TL;DR:

• Critical SAP NetWeaver zero-day (CVE-2025-31324) is being actively exploited. Over 10,000 apps at risk. Attackers gain full control.
• SAP has updated its April 2025 Security Patch Day advisory to include a security note addressing the NetWeaver vulnerability.

There’s a new zero-day vulnerability that’s making waves, and it’s potentially impacting over 10,000 internet-facing SAP applications. I’m going to break it all down simply, so you can quickly understand what’s happening, what it means for you, and how you can stay ahead of it.

This is a serious vulnerability, now tracked as CVE-2025-31324 with a CVSS score of 10/10 (the highest you can get), has been discovered in SAP NetWeaver.

Here’s the nutshell version:

• The flaw lives in the Visual Composer Metadata Uploader component.
• It’s due to missing authorization checks — basically, anyone without proper credentials can upload malicious executable binaries.
• These uploads can then be executed, giving an attacker full control of the host system.

Think espionage, sabotage, fraud — it’s that serious.

How Was It Discovered?

Our friends at ReliaQuest stumbled onto this while investigating multiple intrusions — even on systems that were fully patched.

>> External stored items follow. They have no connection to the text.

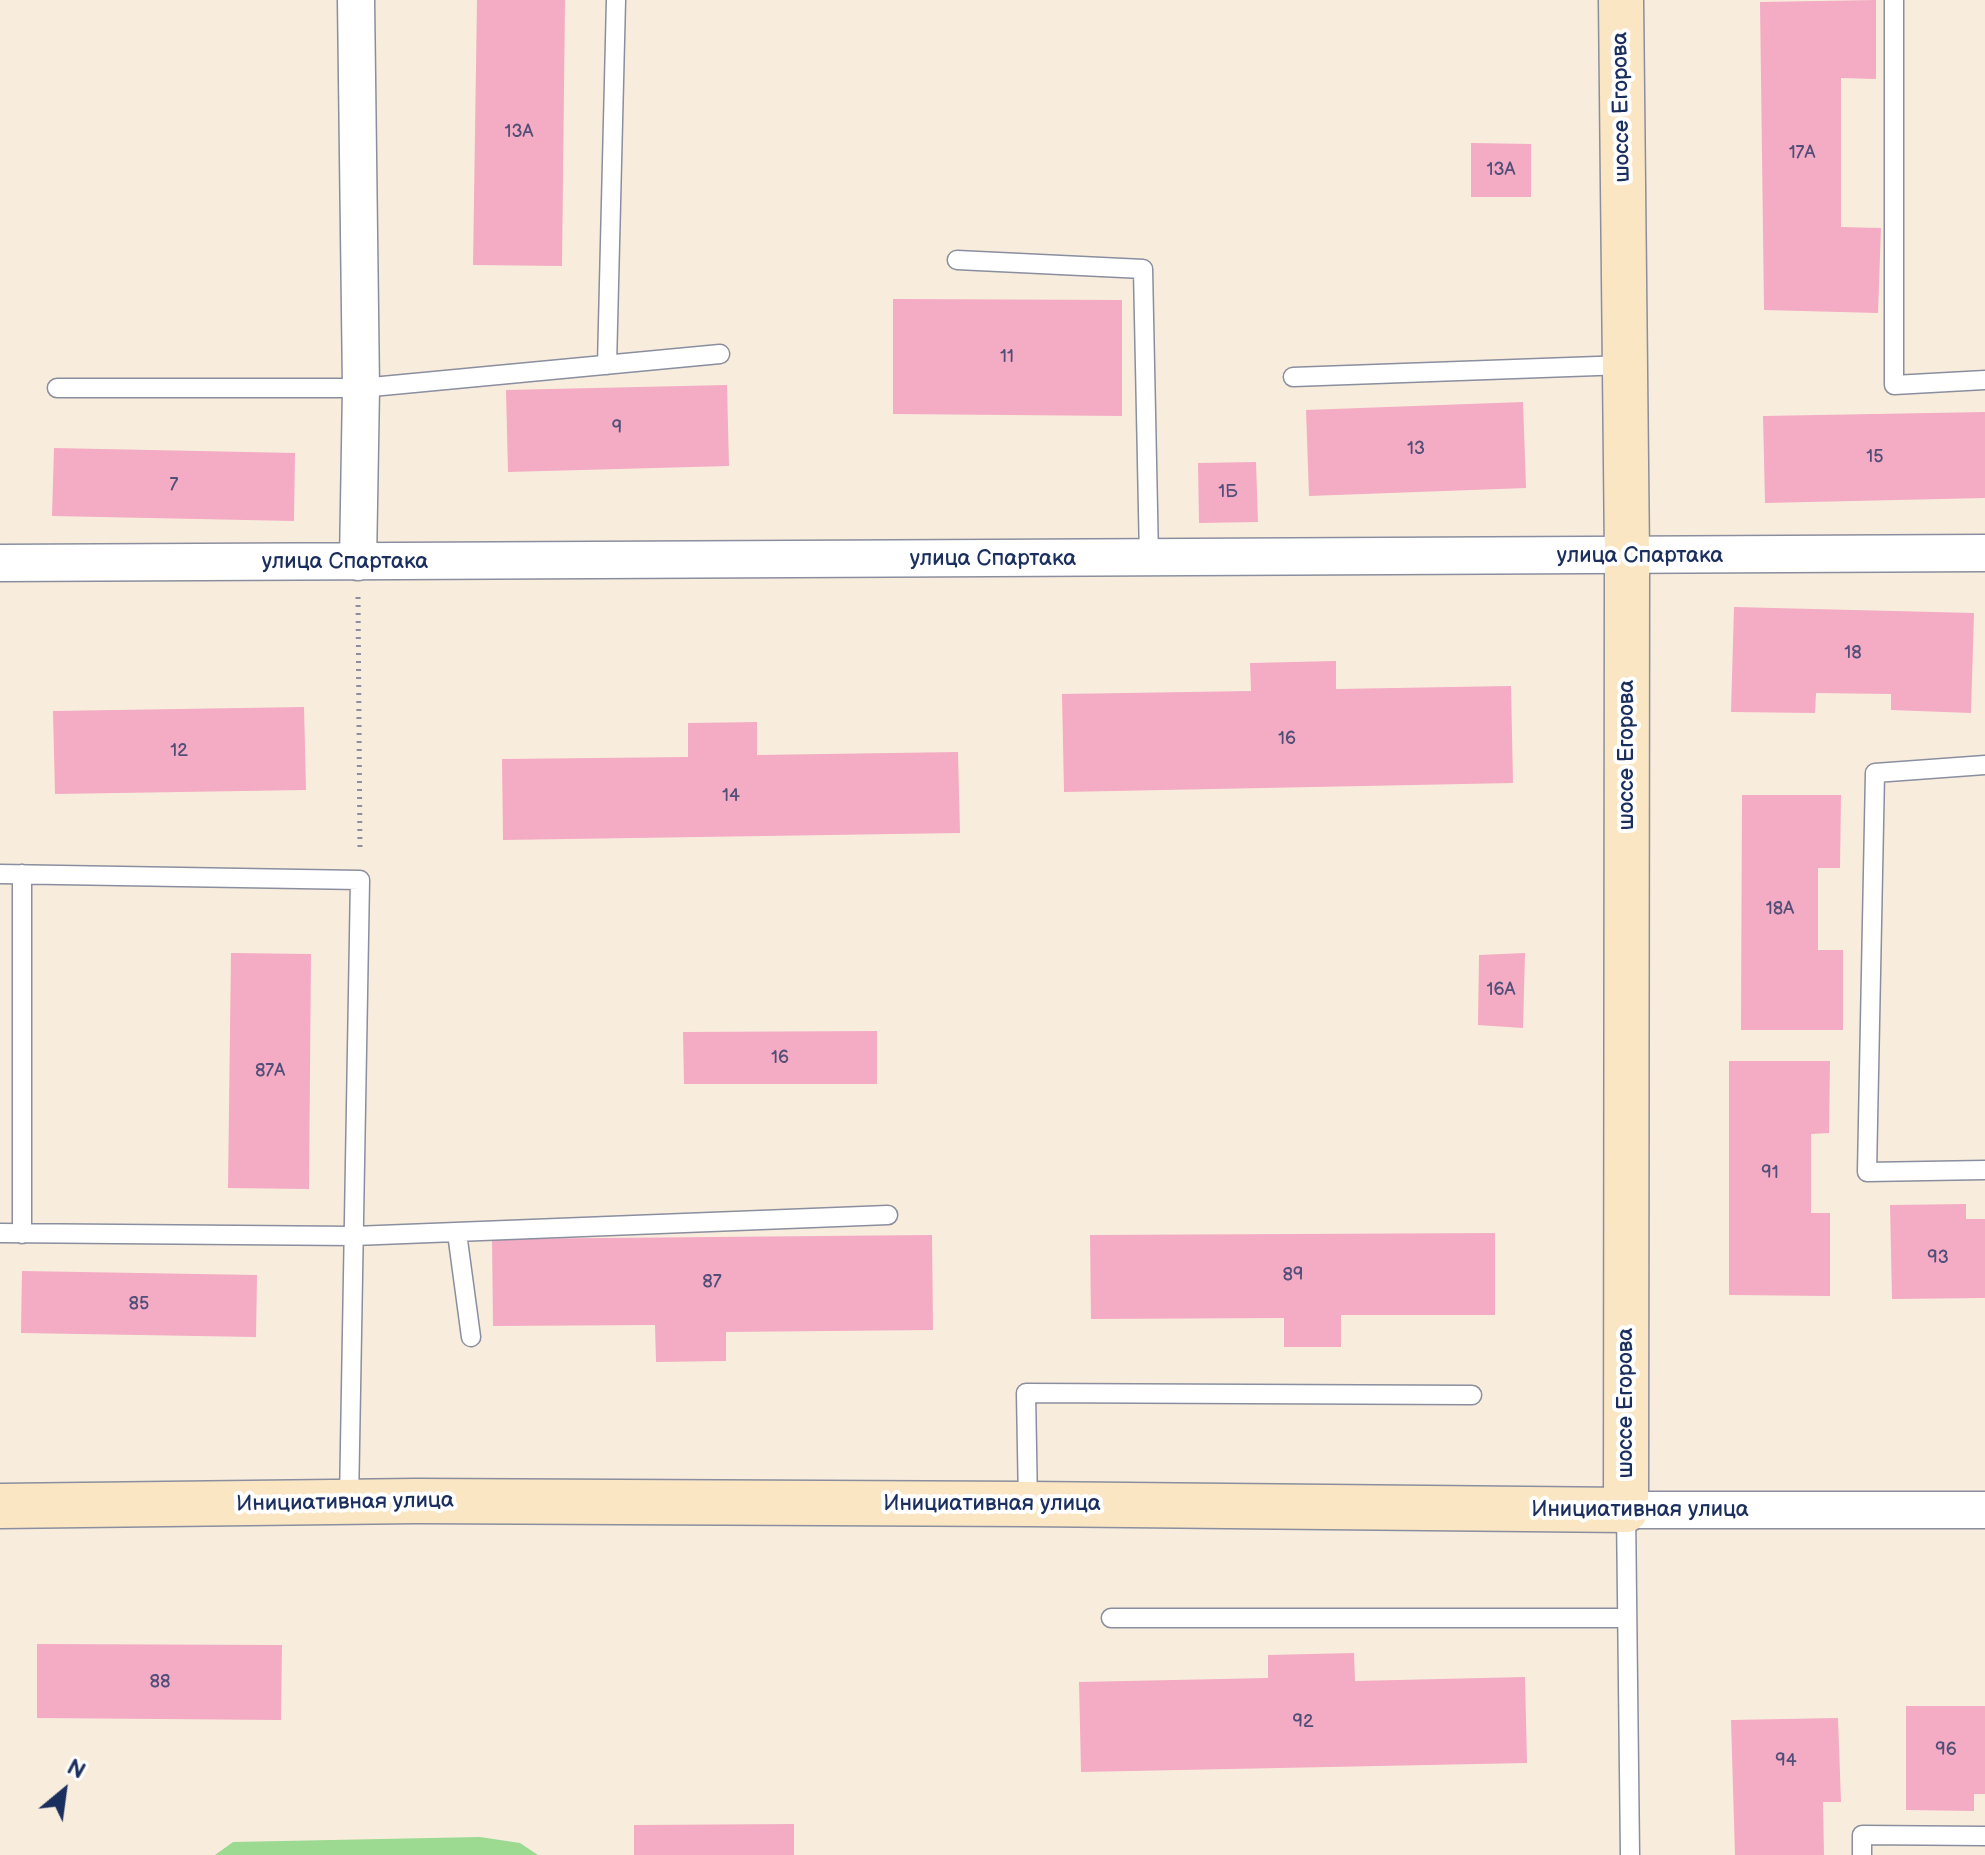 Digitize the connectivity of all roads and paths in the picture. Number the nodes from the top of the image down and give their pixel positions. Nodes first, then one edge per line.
1 (356, 0) edge
2 (616, 0) edge
3 (1621, 0) edge
4 (1894, 0) edge
5 (957, 260) dead end
6 (720, 354) dead end
7 (607, 365) junction
8 (1625, 365) junction
9 (1293, 377) dead end
10 (1985, 380) edge
11 (57, 388) dead end
12 (361, 388) junction
13 (1985, 553) edge
14 (1627, 556) junction
15 (1149, 558) junction
16 (358, 562) junction
17 (0, 563) edge
18 (1985, 765) edge
19 (0, 874) edge
20 (22, 874) junction
21 (360, 880) junction
22 (1985, 1170) edge
23 (888, 1215) dead end
24 (0, 1233) edge
25 (457, 1233) junction
26 (22, 1234) junction
27 (354, 1236) junction
28 (471, 1337) dead end
29 (1472, 1395) dead end
30 (349, 1502) junction
31 (1028, 1504) junction
32 (0, 1506) edge
33 (1626, 1510) junction
34 (1985, 1510) edge
35 (1111, 1618) dead end
36 (1627, 1618) junction
37 (1985, 1836) edge
38 (1630, 1855) edge
39 (1862, 1855) edge

1 - 12 street
2 - 7 lane
3 - 8 main road, шоссе Егорова
4 - 10 lane
5 - 15 lane
6 - 7 lane
7 - 12 lane
8 - 9 lane
8 - 14 main road, шоссе Егорова
11 - 12 lane
12 - 16 street
13 - 14 street, улица Спартака
14 - 15 street, улица Спартака
14 - 33 main road, шоссе Егорова
15 - 16 street, улица Спартака
16 - 17 street, улица Спартака
16 - 21 path
18 - 22 lane
19 - 20 lane
20 - 21 lane
20 - 26 lane
21 - 27 lane
23 - 25 lane
24 - 26 lane
25 - 27 lane
25 - 28 lane
26 - 27 lane
27 - 30 lane
29 - 31 lane
30 - 31 main road, Инициативная улица
30 - 32 main road, Инициативная улица
31 - 33 main road, Инициативная улица
33 - 34 street, Инициативная улица
33 - 36 lane
35 - 36 lane
36 - 38 lane
37 - 39 lane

Initially, they thought the activity was linked to an older vulnerability (CVE-2017-9844), but it turned out attackers were using crafted POST requests to upload JSP webshells and then using simple GET requests to execute them.

Once the attackers had a foothold, they:

• Deployed more payloads
• Ran remote code execution (RCE)
• Moved laterally inside networks

Key tools spotted during these attacks:

• Brute Ratel: A powerful C2 framework for code injection, privilege escalation, and credential theft.
• Heaven’s Gate: A technique that sneaks 32-bit processes into 64-bit mode for stealthy execution.

Who’s Behind It?

ReliaQuest believes, based on the slow movement after initial access, that these attackers may be initial access brokers.

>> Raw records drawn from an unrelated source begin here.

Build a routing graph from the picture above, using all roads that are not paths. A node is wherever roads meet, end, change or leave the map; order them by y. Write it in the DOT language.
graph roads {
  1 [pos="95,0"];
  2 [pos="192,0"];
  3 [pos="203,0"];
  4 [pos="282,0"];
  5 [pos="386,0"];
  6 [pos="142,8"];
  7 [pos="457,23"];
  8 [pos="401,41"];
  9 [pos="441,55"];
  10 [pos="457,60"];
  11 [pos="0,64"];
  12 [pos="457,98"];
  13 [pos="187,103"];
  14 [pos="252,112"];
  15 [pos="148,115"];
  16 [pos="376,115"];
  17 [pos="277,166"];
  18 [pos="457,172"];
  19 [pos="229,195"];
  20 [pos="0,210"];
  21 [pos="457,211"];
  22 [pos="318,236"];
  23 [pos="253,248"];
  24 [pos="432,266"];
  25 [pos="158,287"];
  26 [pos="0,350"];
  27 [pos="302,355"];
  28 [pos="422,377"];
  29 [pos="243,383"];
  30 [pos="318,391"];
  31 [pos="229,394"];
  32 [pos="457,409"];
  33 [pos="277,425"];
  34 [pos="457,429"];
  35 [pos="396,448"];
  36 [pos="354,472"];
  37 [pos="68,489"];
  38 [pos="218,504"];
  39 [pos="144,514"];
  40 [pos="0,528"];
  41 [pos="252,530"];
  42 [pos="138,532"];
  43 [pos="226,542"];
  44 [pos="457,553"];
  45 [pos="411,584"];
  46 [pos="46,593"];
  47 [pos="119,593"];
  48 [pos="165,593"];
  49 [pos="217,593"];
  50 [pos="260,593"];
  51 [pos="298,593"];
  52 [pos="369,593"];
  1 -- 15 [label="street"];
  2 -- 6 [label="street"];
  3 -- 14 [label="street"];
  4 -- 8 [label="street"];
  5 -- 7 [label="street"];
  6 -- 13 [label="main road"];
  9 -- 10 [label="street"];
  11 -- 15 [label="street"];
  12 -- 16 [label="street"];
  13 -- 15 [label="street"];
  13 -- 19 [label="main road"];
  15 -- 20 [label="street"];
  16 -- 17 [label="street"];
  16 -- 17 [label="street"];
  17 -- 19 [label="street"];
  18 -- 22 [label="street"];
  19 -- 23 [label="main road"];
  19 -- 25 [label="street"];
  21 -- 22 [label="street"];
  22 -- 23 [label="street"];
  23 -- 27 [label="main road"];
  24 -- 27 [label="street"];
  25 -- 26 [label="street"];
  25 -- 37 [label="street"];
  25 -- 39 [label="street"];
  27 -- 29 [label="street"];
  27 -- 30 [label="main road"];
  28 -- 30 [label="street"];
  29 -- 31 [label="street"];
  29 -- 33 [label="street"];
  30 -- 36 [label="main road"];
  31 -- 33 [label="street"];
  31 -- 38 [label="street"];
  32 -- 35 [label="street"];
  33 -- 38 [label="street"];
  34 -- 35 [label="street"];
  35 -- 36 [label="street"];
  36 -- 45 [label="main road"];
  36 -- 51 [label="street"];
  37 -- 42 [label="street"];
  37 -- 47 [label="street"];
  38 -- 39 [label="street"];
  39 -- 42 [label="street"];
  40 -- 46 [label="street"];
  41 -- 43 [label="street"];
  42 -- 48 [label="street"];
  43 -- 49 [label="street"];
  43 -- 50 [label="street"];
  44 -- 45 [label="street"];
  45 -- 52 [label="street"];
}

If you’re not familiar, initial access brokers are threat actors who specialize in breaking into systems, then selling that access to others. It’s a growing market in the cybercrime world.

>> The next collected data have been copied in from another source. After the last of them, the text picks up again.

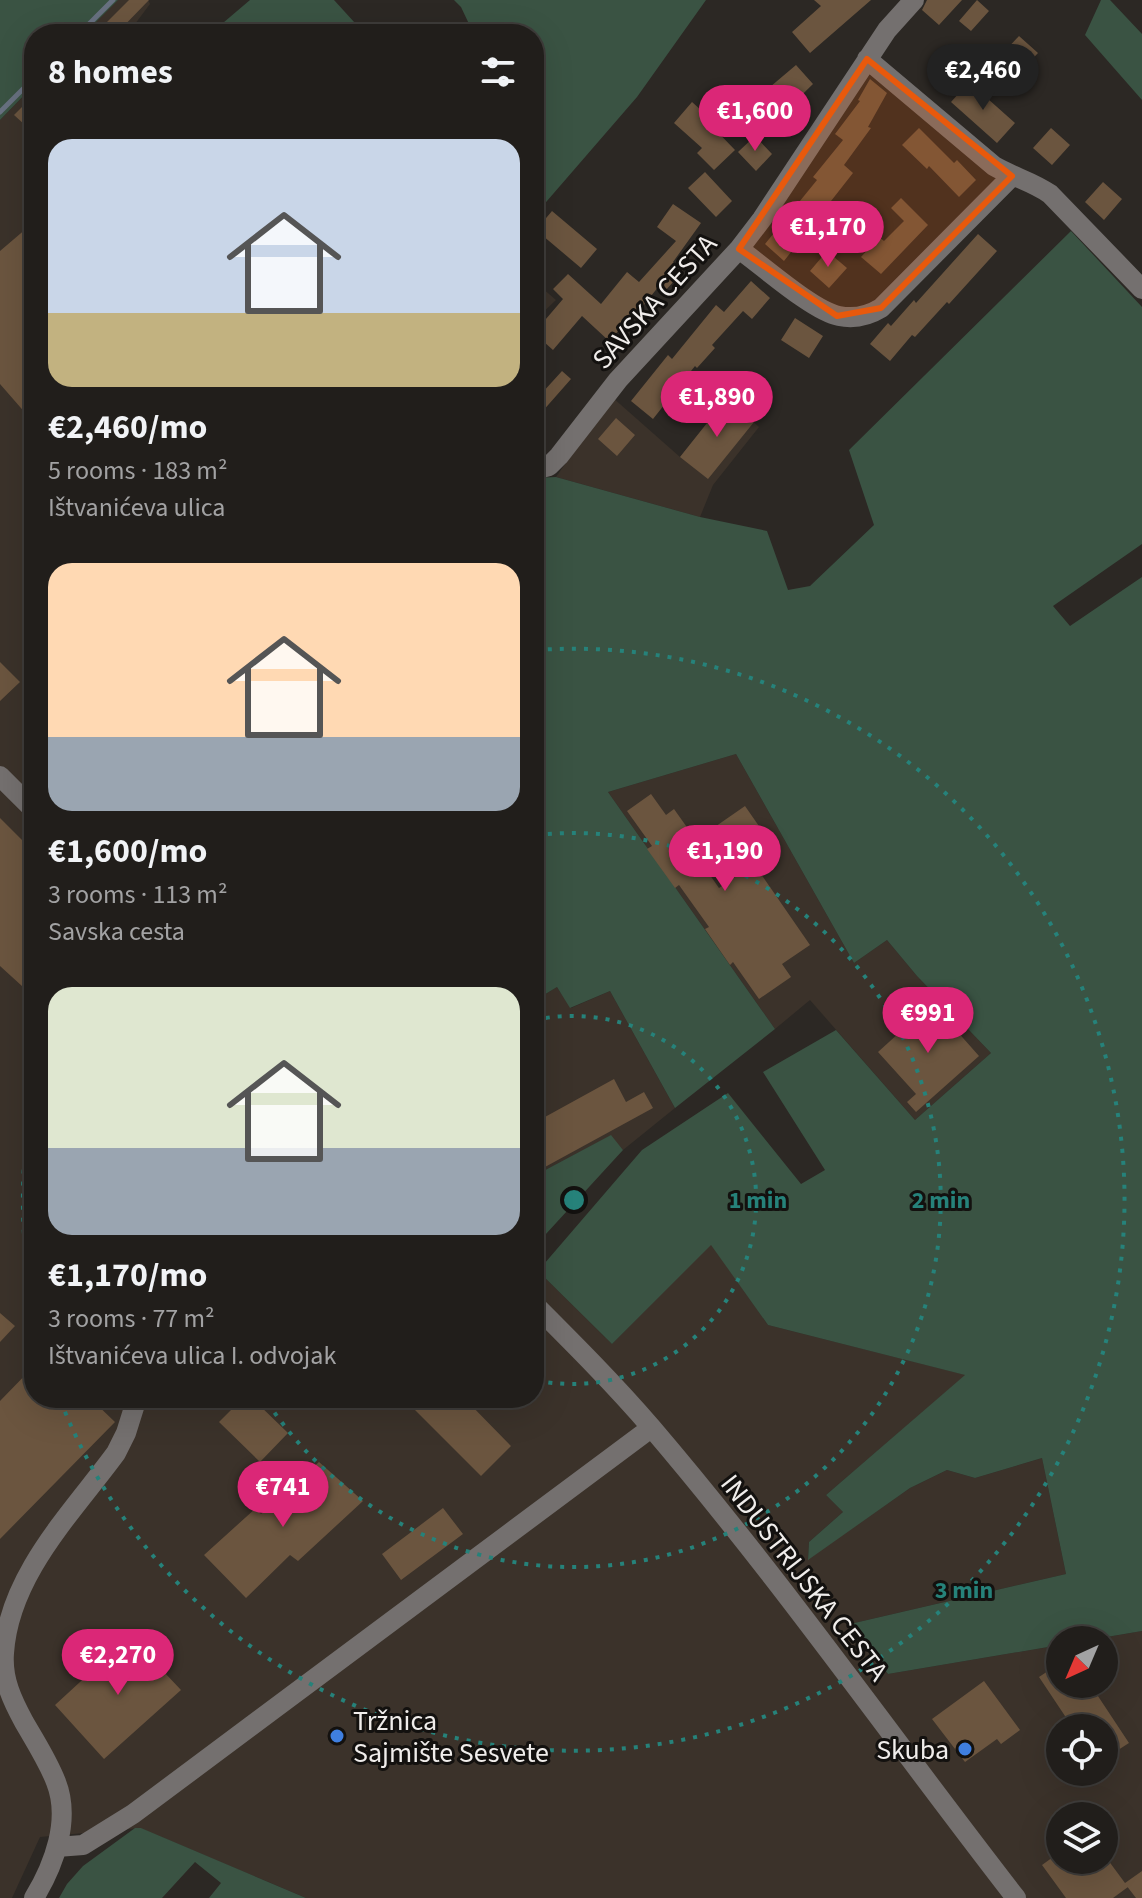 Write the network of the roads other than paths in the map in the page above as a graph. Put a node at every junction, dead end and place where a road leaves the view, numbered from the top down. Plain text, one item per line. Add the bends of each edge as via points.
1 (914, 0) edge
2 (867, 59) junction
3 (1012, 176) junction
4 (739, 249) junction
5 (1142, 289) edge
6 (544, 467) edge
7 (0, 776) edge
8 (24, 800) edge
9 (544, 1314) edge
10 (134, 1408) edge
11 (651, 1428) junction
12 (57, 1847) junction
13 (34, 1898) edge
14 (1016, 1898) edge

1 - 2 street, SAVSKA CESTA
2 - 3 street
2 - 4 street, SAVSKA CESTA
3 - 4 street via 870,315 837,316 817,306
3 - 5 street via 1050,194
4 - 6 street, SAVSKA CESTA
7 - 8 street
9 - 11 street, INDUSTRIJSKA CESTA
10 - 12 street via 116,1453 24,1581 8,1630 4,1654 11,1698 57,1783
11 - 12 street via 133,1814 83,1845
11 - 14 street, INDUSTRIJSKA CESTA
12 - 13 street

Interestingly, they found no chatter about this vulnerability in cybercrime forums, which hints that this might be a brand-new, unreported Remote File Inclusion (RFI) flaw.

Why You Should Care

According to Onapsis, a leading SAP security firm, this vulnerability could expose thousands of critical SAP applications worldwide — including ones in Cloud / RISE with SAP environments and on-premise deployments.

In practical terms:

• Attackers could seize full control of your SAP systems.
• They could manipulate your critical business processes.
• They could steal or sabotage sensitive company data.

Even if your SAP setup is cloud-based or fully patched, you may still be at risk.